If you put a closed conducting surface in any external electric field, the field inside the conducting surface will be zero.
A similar effect occurs if one has charged conducting surface without an external electric field. For that case you can argue on a conceptual level that the force on a test charge inside of the surface will be zero by using Coulomb's law (here a picture from Rogers: "Physics for the inquiering mind"):
You can sweep the whole spere with pairs of cones as indicated.
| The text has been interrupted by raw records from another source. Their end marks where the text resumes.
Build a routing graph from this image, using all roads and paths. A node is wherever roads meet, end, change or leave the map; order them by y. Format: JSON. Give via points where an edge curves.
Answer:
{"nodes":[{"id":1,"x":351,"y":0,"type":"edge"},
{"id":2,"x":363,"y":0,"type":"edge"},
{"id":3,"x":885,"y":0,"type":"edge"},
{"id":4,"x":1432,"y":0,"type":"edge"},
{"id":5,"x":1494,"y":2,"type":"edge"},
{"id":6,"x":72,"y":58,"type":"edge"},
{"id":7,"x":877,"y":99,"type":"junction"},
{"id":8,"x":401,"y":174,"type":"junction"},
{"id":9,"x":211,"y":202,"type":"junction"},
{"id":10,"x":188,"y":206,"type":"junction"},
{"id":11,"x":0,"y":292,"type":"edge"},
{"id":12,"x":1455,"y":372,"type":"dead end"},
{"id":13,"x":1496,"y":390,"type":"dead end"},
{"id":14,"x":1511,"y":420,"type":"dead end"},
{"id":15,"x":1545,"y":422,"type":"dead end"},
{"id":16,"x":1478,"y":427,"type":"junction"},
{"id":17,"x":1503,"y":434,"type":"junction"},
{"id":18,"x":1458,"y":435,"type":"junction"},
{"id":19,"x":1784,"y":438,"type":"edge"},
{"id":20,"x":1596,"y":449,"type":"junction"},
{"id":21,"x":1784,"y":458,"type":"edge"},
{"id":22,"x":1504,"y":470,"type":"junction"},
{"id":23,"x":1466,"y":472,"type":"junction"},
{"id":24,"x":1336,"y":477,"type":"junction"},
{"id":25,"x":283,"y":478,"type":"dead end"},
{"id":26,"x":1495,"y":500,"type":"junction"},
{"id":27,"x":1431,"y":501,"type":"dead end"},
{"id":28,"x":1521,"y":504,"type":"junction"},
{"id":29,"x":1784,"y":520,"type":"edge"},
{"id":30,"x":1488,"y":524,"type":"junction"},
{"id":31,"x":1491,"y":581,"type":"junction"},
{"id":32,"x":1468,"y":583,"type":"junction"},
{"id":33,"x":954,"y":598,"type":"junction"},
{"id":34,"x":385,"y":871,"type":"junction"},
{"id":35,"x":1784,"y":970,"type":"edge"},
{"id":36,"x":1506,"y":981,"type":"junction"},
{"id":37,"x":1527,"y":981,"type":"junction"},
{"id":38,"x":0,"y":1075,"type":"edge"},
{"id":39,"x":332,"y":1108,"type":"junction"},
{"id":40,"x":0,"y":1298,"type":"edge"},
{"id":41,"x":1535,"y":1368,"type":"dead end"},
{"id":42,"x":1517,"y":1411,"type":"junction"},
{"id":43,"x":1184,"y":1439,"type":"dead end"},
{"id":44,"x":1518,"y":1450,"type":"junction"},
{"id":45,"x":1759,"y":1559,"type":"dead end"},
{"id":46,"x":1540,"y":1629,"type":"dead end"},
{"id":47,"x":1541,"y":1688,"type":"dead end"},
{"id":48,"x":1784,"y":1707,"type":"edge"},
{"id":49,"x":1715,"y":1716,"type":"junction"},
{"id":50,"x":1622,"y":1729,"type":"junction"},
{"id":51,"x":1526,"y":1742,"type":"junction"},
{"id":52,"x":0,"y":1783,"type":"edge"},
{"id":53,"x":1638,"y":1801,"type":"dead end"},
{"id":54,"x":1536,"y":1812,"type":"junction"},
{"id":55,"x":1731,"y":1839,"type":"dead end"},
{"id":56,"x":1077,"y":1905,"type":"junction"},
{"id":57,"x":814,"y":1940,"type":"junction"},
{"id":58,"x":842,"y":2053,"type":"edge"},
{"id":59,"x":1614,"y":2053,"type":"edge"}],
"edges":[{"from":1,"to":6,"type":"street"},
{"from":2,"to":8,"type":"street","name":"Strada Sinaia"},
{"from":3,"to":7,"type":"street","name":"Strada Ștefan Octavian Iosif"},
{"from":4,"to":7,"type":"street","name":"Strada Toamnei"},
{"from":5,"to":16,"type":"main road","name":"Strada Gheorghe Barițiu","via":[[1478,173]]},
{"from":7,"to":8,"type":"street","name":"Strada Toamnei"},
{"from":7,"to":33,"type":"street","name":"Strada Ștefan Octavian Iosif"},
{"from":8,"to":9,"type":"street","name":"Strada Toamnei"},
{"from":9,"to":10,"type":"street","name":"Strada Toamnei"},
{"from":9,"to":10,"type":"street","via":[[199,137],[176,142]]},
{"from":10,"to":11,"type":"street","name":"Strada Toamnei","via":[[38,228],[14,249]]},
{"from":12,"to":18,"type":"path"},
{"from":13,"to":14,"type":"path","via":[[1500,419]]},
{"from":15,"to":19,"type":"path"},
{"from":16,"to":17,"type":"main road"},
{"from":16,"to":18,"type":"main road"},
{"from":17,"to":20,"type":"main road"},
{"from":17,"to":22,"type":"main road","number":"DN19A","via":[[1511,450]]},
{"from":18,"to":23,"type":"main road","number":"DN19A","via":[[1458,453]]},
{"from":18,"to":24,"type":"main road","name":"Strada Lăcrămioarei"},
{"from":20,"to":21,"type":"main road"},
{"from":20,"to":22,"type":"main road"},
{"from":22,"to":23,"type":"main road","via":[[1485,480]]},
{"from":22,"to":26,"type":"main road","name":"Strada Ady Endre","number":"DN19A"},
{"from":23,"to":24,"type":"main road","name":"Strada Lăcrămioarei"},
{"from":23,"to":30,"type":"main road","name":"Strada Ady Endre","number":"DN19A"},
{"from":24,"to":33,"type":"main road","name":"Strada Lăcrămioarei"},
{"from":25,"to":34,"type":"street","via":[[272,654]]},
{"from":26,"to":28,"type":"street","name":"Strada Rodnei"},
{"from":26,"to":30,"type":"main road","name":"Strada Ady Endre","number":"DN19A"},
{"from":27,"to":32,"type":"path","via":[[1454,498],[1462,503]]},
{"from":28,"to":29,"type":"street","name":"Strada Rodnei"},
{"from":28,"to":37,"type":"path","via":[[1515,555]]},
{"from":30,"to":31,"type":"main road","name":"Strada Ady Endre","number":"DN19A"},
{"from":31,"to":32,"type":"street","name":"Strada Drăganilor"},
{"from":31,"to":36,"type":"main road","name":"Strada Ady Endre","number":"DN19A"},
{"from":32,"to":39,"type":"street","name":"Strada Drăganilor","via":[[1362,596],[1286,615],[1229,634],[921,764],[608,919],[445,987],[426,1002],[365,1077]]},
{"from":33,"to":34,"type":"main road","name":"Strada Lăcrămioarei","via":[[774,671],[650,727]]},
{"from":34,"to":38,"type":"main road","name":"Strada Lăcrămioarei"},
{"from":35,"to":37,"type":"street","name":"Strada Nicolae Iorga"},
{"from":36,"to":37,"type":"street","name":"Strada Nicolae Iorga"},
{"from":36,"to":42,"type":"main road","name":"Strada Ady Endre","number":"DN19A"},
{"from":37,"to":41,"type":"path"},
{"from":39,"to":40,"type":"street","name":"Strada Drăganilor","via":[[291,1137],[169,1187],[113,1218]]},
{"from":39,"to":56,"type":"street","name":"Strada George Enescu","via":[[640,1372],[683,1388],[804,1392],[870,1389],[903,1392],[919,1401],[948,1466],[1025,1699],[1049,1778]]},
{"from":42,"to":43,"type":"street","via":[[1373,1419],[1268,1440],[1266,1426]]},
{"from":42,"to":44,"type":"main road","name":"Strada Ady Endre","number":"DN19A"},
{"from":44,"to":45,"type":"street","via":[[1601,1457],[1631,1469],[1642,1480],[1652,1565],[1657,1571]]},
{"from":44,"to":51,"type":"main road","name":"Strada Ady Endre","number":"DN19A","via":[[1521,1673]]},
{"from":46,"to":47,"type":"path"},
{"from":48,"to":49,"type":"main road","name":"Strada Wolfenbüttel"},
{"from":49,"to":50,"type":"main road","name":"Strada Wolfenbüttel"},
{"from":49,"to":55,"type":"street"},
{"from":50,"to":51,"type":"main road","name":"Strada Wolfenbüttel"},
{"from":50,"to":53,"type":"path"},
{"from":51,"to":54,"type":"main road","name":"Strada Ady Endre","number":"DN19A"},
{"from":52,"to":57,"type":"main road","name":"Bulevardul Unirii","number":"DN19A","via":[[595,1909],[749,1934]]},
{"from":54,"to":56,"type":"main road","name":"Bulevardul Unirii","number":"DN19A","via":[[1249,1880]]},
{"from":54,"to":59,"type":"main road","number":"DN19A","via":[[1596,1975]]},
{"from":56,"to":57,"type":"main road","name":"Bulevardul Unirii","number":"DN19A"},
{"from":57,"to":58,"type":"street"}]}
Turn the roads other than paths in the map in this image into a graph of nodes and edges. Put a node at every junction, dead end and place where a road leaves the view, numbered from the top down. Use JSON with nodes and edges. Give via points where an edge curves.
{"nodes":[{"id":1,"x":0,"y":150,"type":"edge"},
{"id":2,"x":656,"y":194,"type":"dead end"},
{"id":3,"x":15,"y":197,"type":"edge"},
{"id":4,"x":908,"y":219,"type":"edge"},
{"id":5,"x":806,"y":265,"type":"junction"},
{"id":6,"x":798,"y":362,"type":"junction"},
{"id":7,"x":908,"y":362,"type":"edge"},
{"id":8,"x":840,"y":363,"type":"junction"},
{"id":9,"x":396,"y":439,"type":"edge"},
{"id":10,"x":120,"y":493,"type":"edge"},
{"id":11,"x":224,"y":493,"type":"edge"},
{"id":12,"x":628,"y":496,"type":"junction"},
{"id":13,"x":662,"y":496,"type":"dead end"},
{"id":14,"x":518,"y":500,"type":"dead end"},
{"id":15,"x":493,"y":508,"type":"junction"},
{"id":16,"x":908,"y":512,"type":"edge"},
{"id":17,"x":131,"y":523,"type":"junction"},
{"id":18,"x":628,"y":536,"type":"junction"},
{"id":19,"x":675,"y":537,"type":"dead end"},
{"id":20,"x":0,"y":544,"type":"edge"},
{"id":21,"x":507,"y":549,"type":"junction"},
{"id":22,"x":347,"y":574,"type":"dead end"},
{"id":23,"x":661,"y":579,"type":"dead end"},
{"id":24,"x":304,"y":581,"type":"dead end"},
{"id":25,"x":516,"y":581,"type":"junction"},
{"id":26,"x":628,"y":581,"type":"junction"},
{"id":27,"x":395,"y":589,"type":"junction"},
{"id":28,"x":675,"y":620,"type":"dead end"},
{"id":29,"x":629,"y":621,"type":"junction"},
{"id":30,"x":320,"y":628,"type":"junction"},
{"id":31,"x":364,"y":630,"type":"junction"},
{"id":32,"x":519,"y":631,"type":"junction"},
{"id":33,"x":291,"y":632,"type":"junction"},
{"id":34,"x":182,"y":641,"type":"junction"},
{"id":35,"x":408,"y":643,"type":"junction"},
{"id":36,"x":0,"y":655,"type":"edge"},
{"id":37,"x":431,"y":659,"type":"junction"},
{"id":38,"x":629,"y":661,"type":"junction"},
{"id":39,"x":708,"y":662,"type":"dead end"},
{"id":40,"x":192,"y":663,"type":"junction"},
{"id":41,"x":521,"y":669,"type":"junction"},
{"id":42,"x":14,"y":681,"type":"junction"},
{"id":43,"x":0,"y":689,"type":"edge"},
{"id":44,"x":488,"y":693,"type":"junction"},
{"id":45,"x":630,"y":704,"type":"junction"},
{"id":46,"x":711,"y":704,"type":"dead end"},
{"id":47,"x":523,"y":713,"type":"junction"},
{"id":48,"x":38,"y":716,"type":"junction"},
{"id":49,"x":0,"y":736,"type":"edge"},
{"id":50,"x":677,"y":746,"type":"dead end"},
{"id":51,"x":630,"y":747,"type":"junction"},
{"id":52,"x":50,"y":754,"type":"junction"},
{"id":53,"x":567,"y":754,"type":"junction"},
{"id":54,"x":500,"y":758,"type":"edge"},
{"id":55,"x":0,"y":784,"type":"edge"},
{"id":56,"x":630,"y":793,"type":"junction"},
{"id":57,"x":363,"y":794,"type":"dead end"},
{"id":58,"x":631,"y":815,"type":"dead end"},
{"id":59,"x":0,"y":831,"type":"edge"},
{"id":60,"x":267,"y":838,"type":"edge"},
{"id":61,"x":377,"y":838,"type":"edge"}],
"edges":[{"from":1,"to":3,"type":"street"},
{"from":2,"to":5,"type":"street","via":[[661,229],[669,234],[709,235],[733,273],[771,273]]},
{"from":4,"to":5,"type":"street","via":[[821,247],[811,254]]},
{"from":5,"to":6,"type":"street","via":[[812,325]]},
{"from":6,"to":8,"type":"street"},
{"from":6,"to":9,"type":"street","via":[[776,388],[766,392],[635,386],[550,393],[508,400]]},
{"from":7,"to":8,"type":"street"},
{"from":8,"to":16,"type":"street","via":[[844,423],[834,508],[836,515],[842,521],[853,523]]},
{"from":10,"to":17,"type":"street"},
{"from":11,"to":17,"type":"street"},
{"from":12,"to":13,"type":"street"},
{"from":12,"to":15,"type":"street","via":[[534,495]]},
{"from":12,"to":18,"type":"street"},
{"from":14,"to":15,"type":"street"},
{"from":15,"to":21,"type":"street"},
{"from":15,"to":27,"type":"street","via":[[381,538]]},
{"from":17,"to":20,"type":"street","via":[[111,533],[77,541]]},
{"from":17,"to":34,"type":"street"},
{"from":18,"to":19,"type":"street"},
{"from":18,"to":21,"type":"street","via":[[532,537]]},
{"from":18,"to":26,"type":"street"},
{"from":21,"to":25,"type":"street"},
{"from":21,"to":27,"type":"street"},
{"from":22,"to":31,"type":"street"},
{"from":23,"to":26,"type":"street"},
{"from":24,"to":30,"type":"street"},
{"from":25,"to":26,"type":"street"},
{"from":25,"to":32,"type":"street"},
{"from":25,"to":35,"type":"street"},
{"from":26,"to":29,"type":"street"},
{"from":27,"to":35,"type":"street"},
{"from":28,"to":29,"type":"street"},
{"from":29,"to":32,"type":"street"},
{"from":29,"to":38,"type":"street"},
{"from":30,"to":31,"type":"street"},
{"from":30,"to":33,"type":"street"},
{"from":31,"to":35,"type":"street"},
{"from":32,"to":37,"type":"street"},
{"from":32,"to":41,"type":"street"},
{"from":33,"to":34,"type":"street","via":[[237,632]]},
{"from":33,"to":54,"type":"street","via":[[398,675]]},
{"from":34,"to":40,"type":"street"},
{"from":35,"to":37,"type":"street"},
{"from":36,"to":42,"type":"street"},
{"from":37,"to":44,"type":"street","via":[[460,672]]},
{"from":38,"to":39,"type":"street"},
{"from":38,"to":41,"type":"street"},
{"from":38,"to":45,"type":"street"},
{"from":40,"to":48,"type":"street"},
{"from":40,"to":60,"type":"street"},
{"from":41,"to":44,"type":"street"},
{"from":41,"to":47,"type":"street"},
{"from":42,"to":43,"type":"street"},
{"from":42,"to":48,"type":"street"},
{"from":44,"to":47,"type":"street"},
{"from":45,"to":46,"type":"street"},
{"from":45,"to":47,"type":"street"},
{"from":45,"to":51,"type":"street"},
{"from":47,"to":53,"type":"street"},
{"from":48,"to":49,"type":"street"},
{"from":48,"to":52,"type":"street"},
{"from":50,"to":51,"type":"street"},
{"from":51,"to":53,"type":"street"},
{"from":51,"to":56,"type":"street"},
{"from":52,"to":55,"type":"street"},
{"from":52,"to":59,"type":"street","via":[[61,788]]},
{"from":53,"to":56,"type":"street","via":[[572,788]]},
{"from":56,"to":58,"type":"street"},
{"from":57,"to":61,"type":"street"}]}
Since the force acted by each particle on the test particle is proportional to the inverse square of the distance (Coulomb's law) and because the number of charges inside of the bottom of a cone is proportional to the distance squared, by superposition both contributions cancel out, so that the charges on area $A_1$ act on the test charge with the same but opposide force as that one from $A_2$.
Now I am looking for a similar (in style and level) argument of how to explain my first statement, i.e. a non charged closed surface in an external electric field. Let the surface be a sphere (or general) and the field inhomogenic (using a square box and a homogenous field this is easy to).
Edit As suggested in a comment, it the freely moving charges mus rearrange in such a way that the resulting field inside will be zero. I think it is conceptually clear that they rearrange in some way because the external field acts on them. However the point is, why do they reaarange in the "right way", i.e. such that the field inside is zero.